Betty, my Betty, is lying on her back on the high bed. Her arms are beneath the covers, which are folded neatly across her chest and pulled up high. Her eyes are closed. Someone has combed her hair. It lies neatly on the pillow, her long fine hair. Her face is composed, the only mark on it a long graze on the forehead, which has been cleaned of grit and dirt. She doesn’t look asleep though, no, not that. Sleep softens and rounds her face – when she sleeps in at home and I have to wake her up, I always think, my baby, but now there is no softening or rounding. The permanence of this repose has caught her face precisely. Her features hold every day of her nine-year-old life; every experience, every hope or irritation. She is utterly herself.

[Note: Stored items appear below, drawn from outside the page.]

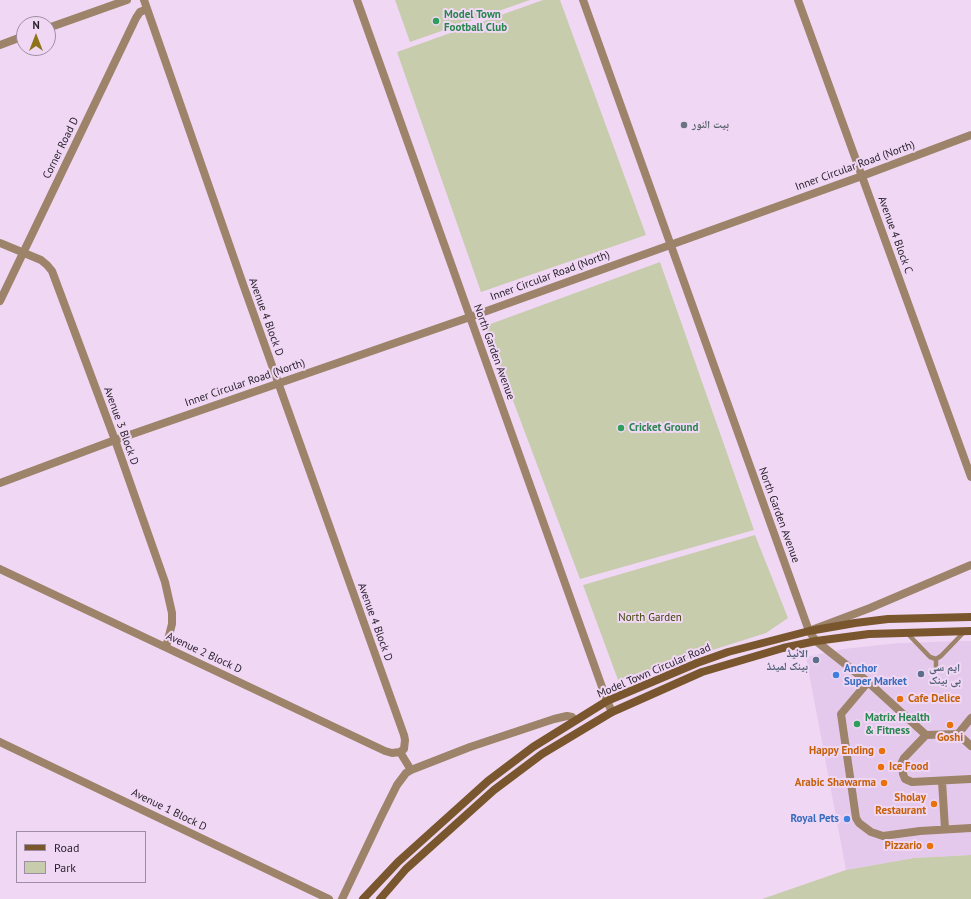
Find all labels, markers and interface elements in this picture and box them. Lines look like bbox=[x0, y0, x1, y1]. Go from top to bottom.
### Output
place label: Model Town Football Club bbox=[444, 8, 507, 34]
north arrow bbox=[16, 16, 56, 56]
marker: Model Town Football Club bbox=[431, 16, 441, 26]
text: N bbox=[32, 18, 40, 32]
street label: Corner Road D bbox=[40, 115, 82, 181]
place label: بیت النور bbox=[692, 118, 729, 132]
marker: بیت النور bbox=[679, 120, 689, 130]
street label: Inner Circular Road (North) bbox=[793, 138, 917, 194]
street label: Avenue 4 Block C bbox=[875, 195, 915, 275]
street label: Inner Circular Road (North) bbox=[488, 248, 612, 304]
street label: Avenue 4 Block D bbox=[246, 276, 286, 358]
street label: North Garden Avenue bbox=[471, 302, 517, 402]
street label: Inner Circular Road (North) bbox=[183, 356, 307, 410]
street label: Avenue 3 Block D bbox=[101, 385, 141, 467]
place label: Cricket Ground bbox=[629, 421, 698, 435]
marker: Cricket Ground bbox=[616, 423, 626, 433]
street label: North Garden Avenue bbox=[756, 465, 802, 565]
street label: Avenue 4 Block D bbox=[355, 581, 395, 663]
park label: North Garden bbox=[618, 611, 682, 625]
street label: Avenue 2 Block D bbox=[164, 630, 244, 676]
street label: Model Town Circular Road bbox=[595, 641, 713, 701]
place label: الائیڈ بینک لمیٹڈ bbox=[766, 647, 808, 673]
marker: الائیڈ بینک لمیٹڈ bbox=[811, 655, 821, 665]
place label: ایم سی بی بینک bbox=[929, 661, 961, 687]
place label: Anchor Super Market bbox=[844, 662, 907, 688]
marker: ایم سی بی بینک bbox=[916, 669, 926, 679]
marker: Anchor Super Market bbox=[831, 670, 841, 680]
place label: Cafe Delice bbox=[908, 692, 960, 706]
marker: Cafe Delice bbox=[895, 694, 905, 704]
place label: Matrix Health & Fitness bbox=[865, 711, 930, 737]
marker: Matrix Health & Fitness bbox=[852, 719, 862, 729]
marker: Goshi bbox=[945, 720, 955, 730]
place label: Goshi bbox=[937, 731, 963, 745]
place label: Happy Ending bbox=[809, 744, 874, 758]
marker: Happy Ending bbox=[877, 746, 887, 756]
place label: Ice Food bbox=[889, 760, 928, 774]
marker: Ice Food bbox=[876, 762, 886, 772]
place label: Arabic Shawarma bbox=[795, 776, 876, 790]
marker: Arabic Shawarma bbox=[879, 778, 889, 788]
street label: Avenue 1 Block D bbox=[129, 786, 209, 834]
place label: Sholay Restaurant bbox=[875, 791, 926, 817]
marker: Sholay Restaurant bbox=[929, 799, 939, 809]
place label: Royal Pets bbox=[790, 812, 839, 826]
marker: Royal Pets bbox=[842, 814, 852, 824]
legend bbox=[16, 831, 146, 883]
place label: Pizzario bbox=[884, 839, 922, 853]
text: Road bbox=[54, 840, 79, 855]
marker: Pizzario bbox=[925, 841, 935, 851]
text: Park bbox=[54, 860, 76, 875]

I approach the bed. My chest is heaving. I realise the policewoman is holding on to me, in readiness for my collapse. ‘Laura… is this your daughter, Betty Needham?’
I nod, and the nod releases what has been waiting for hours behind the damn of my face – a tidal wave of tears. The tipping point has come. My mind and my body work in concert at last. I reach out to touch her. The policewoman does not prevent me. I curl my hand so I can use the backs of my fingers to stroke her temple, the way I always do when she is most hurt or upset. ‘Betty… Betty…’ I say, and I sob and sob as I stroke her temple, oh so softly, and my knees give way and the policewoman is holding me up and the sound of my crying fills the room, the air, the world beyond.